(Reuters) -Gold prices hit their lowest in more than three weeks on Monday, weighed down by a stronger dollar and expectations of more rate hikes from the U.S. Federal Reserve to tame surging inflation.
Spot gold was flat at $1,747.55 per ounce, as of 0318 GMT, after hitting its lowest since July 28 at $1,743.83 in early Asian trading. U.S. gold futures eased 0.1% to $1,761 per ounce.
"The upward resumption in the U.S. dollar will of course be weighing on the gold market, but it seems to be more aligned with the simultaneous sell-off seen across bonds, stocks and currencies," said Clifford Bennett, chief economist at ACY Securities.
"Wherever there had been a period of false hopes such as the Federal Reserve slowing, those expectations appear to be immediately evaporating."
The dollar rose to a more one-month high against its rivals, making gold more expensive for buyers holding other currencies.
Benchmark 10-year Treasury yields rose to their highest in a month, increasing the opportunity cost of holding non-yielding gold.
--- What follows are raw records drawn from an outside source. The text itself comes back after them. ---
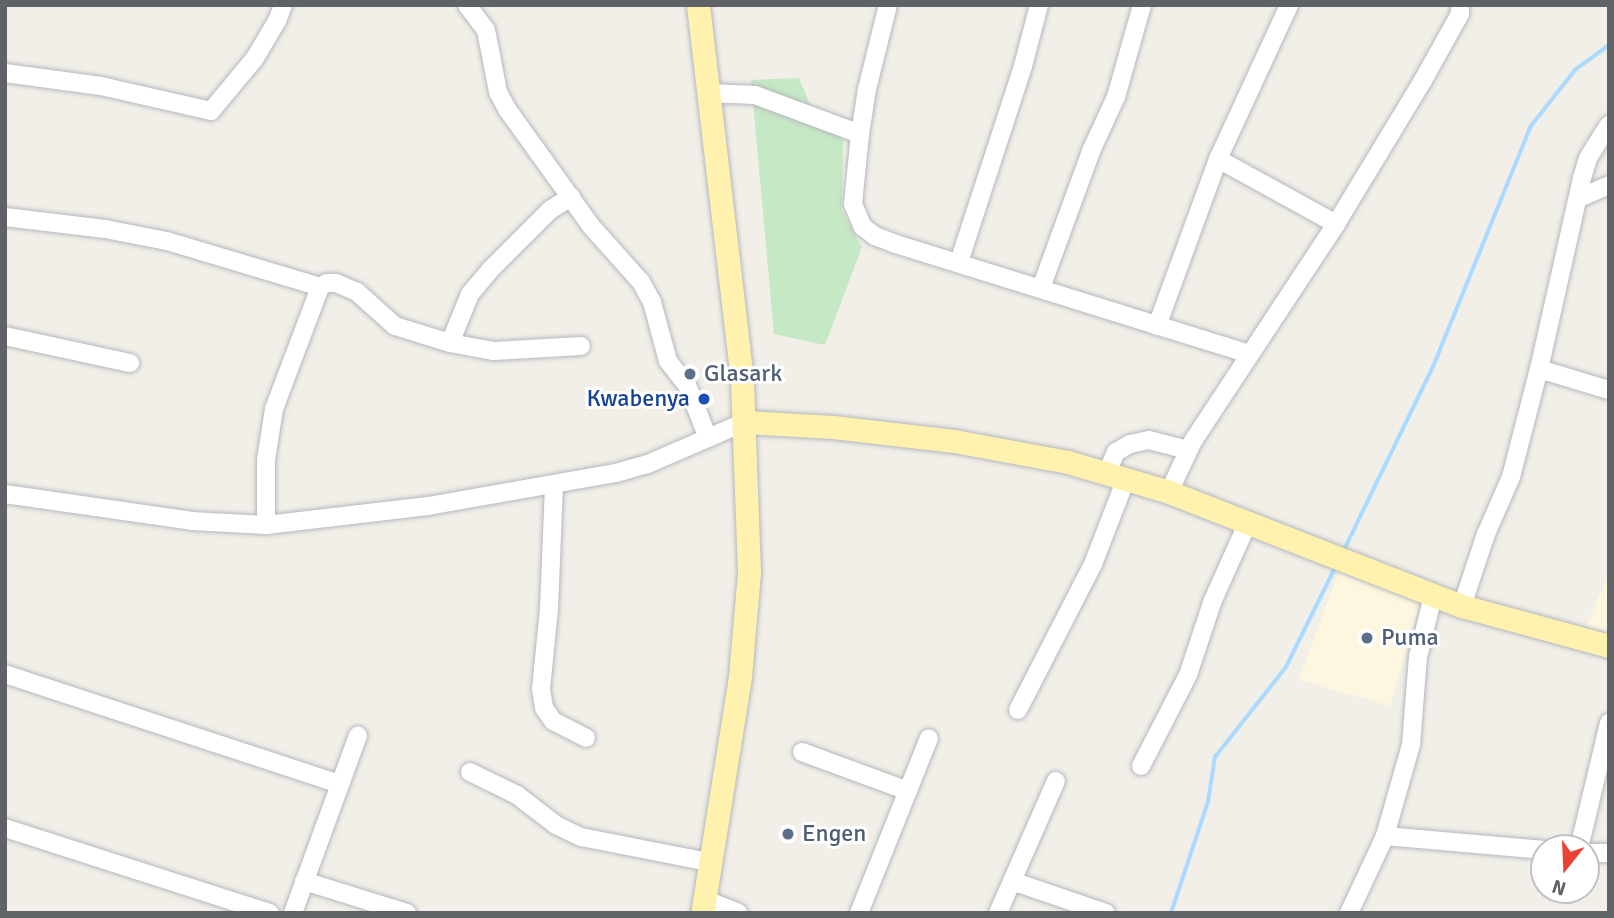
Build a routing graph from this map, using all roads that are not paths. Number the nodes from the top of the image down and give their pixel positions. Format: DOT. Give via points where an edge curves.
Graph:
graph roads {
  1 [pos="283,5"];
  2 [pos="467,5"];
  3 [pos="698,5"];
  4 [pos="888,5"];
  5 [pos="1039,5"];
  6 [pos="1142,5"];
  7 [pos="1289,5"];
  8 [pos="1460,5"];
  9 [pos="5,73"];
  10 [pos="709,93"];
  11 [pos="1609,125"];
  12 [pos="860,134"];
  13 [pos="1219,159"];
  14 [pos="1609,186"];
  15 [pos="571,197"];
  16 [pos="1579,198"];
  17 [pos="5,217"];
  18 [pos="1335,224"];
  19 [pos="959,262"];
  20 [pos="320,287"];
  21 [pos="1041,288"];
  22 [pos="1157,326"];
  23 [pos="5,337"];
  24 [pos="450,343"];
  25 [pos="581,346"];
  26 [pos="1249,354"];
  27 [pos="130,363"];
  28 [pos="1539,369"];
  29 [pos="1609,390"];
  30 [pos="745,422"];
  31 [pos="708,438"];
  32 [pos="1188,450"];
  33 [pos="1117,476"];
  34 [pos="554,485"];
  35 [pos="1168,492"];
  36 [pos="5,494"];
  37 [pos="1248,522"];
  38 [pos="266,525"];
  39 [pos="1433,596"];
  40 [pos="1462,606"];
  41 [pos="1609,646"];
  42 [pos="5,674"];
  43 [pos="1018,710"];
  44 [pos="1609,723"];
  45 [pos="358,735"];
  46 [pos="586,738"];
  47 [pos="929,738"];
  48 [pos="802,752"];
  49 [pos="1141,766"];
  50 [pos="470,772"];
  51 [pos="1056,781"];
  52 [pos="340,784"];
  53 [pos="908,790"];
  54 [pos="5,828"];
  55 [pos="1582,834"];
  56 [pos="1385,836"];
  57 [pos="1530,849"];
  58 [pos="709,862"];
  59 [pos="304,881"];
  60 [pos="1012,881"];
  61 [pos="703,906"];
  62 [pos="270,913"];
  63 [pos="293,913"];
  64 [pos="407,913"];
  65 [pos="738,913"];
  66 [pos="859,913"];
  67 [pos="998,913"];
  68 [pos="1106,913"];
  69 [pos="1349,913"];
  1 -- 9 [label="street" via="255,58 211,111 102,86"];
  2 -- 15 [label="street" via="486,30 502,101"];
  3 -- 10 [label="main road"];
  4 -- 12 [label="street"];
  5 -- 19 [label="street"];
  6 -- 21 [label="street" via="1116,97 1091,151"];
  7 -- 13 [label="street"];
  8 -- 18 [label="street" via="1460,14 1422,82"];
  10 -- 12 [label="street" via="755,95"];
  10 -- 30 [label="main road"];
  11 -- 16 [label="street" via="1588,159"];
  12 -- 19 [label="street" via="853,204 863,227 896,244"];
  13 -- 18 [label="street"];
  13 -- 22 [label="street"];
  14 -- 16 [label="street"];
  15 -- 24 [label="street" via="550,210 470,294"];
  15 -- 31 [label="street" via="641,282 652,302 668,361 687,385"];
  16 -- 28 [label="street"];
  17 -- 20 [label="street" via="167,241"];
  18 -- 26 [label="street"];
  19 -- 21 [label="street"];
  20 -- 24 [label="street" via="327,283 349,288 395,327"];
  20 -- 38 [label="street" via="274,409 266,460"];
  21 -- 22 [label="street"];
  22 -- 26 [label="street"];
  23 -- 27 [label="street"];
  24 -- 25 [label="street" via="495,351"];
  26 -- 32 [label="street"];
  28 -- 29 [label="street"];
  28 -- 40 [label="street" via="1511,477"];
  30 -- 31 [label="street"];
  30 -- 33 [label="main road" via="845,428 995,446"];
  30 -- 58 [label="main road" via="746,626"];
  31 -- 34 [label="street" via="648,464"];
  32 -- 33 [label="street" via="1149,440 1130,444 1116,452"];
  32 -- 35 [label="street"];
  33 -- 35 [label="main road"];
  33 -- 43 [label="street" via="1093,564"];
  34 -- 38 [label="street"];
  34 -- 46 [label="street" via="541,689 544,708 553,722"];
  35 -- 37 [label="main road"];
  36 -- 38 [label="street" via="192,521"];
  37 -- 39 [label="main road"];
  37 -- 49 [label="street" via="1213,600 1188,675"];
  39 -- 40 [label="main road"];
  39 -- 56 [label="street" via="1418,657 1411,745"];
  40 -- 41 [label="main road"];
  42 -- 52 [label="street"];
  44 -- 55 [label="street"];
  45 -- 52 [label="street"];
  47 -- 53 [label="street"];
  48 -- 53 [label="street"];
  50 -- 58 [label="street" via="517,795 556,825 581,837"];
  51 -- 60 [label="street"];
  52 -- 59 [label="street"];
  53 -- 66 [label="street"];
  54 -- 62 [label="street"];
  56 -- 57 [label="street"];
  56 -- 69 [label="street"];
  58 -- 61 [label="main road"];
  59 -- 63 [label="street"];
  59 -- 64 [label="street"];
  60 -- 67 [label="street"];
  60 -- 68 [label="street"];
  61 -- 65 [label="street"];
}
The Fed will raise rates by 50 basis points in September amid expectations inflation has peaked and growing recession worries, according to economists in a Reuters poll.
Traders are now pricing in around a 46.5% chance of a 75-basis-point rate hike in September and a 53.5% chance of a 50-bp increase after recent hawkish remarks from Fed officials.
Focus this week will be on comments by Fed Chair Jerome Powell when he addresses the annual global central banking conference in Jackson Hole, Wyoming, on Friday.
Gold is highly sensitive to rising U.S. interest rates, as these increase the opportunity cost of holding non-yielding bullion.
Speculators cut their net long COMEX gold position in the week to Aug. 16, data showed on Friday.
Elsewhere, spot silver gained 0.5% to $19.12 per ounce, platinum edged 0.1% higher to $896.74, and palladium rose 1% to $2,145.90.